Brief -
Look through the data for the string "Pintu". Copy every line where it is found.
── Data records ──
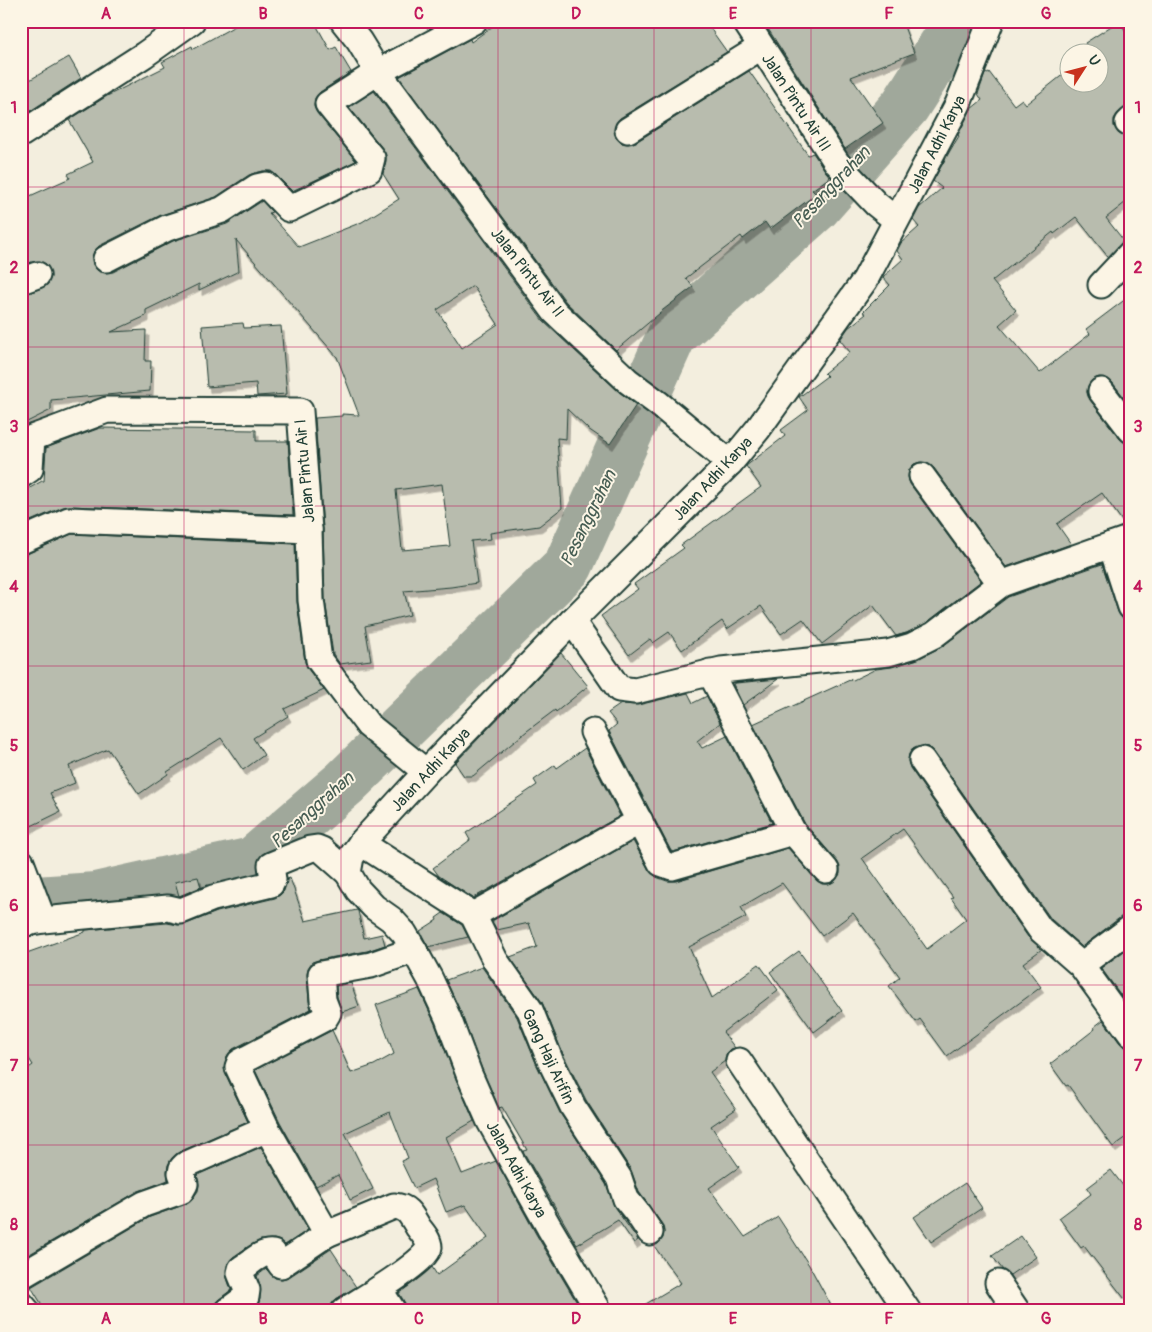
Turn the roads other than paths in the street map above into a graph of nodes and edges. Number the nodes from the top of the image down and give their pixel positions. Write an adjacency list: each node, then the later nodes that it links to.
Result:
1 (192, 21): 9 (street)
2 (343, 21): 7 (street, Jalan Pintu Air II)
3 (474, 21): 7 (street)
4 (745, 21): 6 (street, Jalan Pintu Air III)
5 (991, 21): 10 (street, Jalan Adhi Karya)
6 (761, 47): 8 (street); 10 (street, Jalan Pintu Air III)
7 (378, 72): 12 (street); 16 (street, Jalan Pintu Air II)
8 (628, 130)
9 (21, 134)
10 (896, 220): 16 (street, Jalan Adhi Karya)
11 (1131, 253): 13 (street)
12 (106, 259)
13 (1101, 285)
14 (1101, 391): 15 (street)
15 (1131, 430)
16 (730, 463): 24 (street, Jalan Adhi Karya)
17 (21, 475): 19 (street, Jalan Pintu Air I)
18 (922, 476): 22 (street)
19 (309, 530): 20 (street); 28 (street, Jalan Pintu Air I)
20 (21, 541)
21 (1121, 542): 22 (street); 23 (street)
22 (1001, 584): 25 (street)
23 (1131, 608)
24 (572, 620): 25 (street); 28 (street, Jalan Adhi Karya)
25 (710, 672): 30 (street)
26 (593, 732): 29 (street)
27 (922, 760): 39 (street)
28 (426, 772): 31 (street, Jalan Adhi Karya)
29 (640, 821): 30 (street); 35 (street)
30 (794, 832): 33 (street)
31 (361, 843): 34 (street, Jalan Adhi Karya); 35 (street)
32 (22, 863): 36 (street)
33 (826, 870)
34 (348, 873): 36 (street, Jalan Adhi Karya); 38 (street, Jalan Adhi Karya)
35 (473, 915): 43 (street, Gang Haji Arifin)
36 (36, 921)
37 (1131, 928): 39 (street)
38 (414, 950): 42 (street); 53 (street, Jalan Adhi Karya)
39 (1081, 965): 40 (street)
40 (1131, 1034)
41 (739, 1061): 54 (street)
42 (267, 1129): 44 (street); 45 (street)
43 (650, 1232)
44 (328, 1234): 47 (street); 50 (street)
45 (21, 1276)
46 (998, 1283): 55 (street)
47 (380, 1289): 51 (street); 52 (street)
48 (21, 1304): 49 (street)
49 (27, 1311)
50 (227, 1311)
51 (344, 1311)
52 (393, 1311)
53 (599, 1311)
54 (908, 1311)
55 (1017, 1311)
───
Output below -
2 (343, 21): 7 (street, Jalan Pintu Air II)
4 (745, 21): 6 (street, Jalan Pintu Air III)
6 (761, 47): 8 (street); 10 (street, Jalan Pintu Air III)
7 (378, 72): 12 (street); 16 (street, Jalan Pintu Air II)
17 (21, 475): 19 (street, Jalan Pintu Air I)
19 (309, 530): 20 (street); 28 (street, Jalan Pintu Air I)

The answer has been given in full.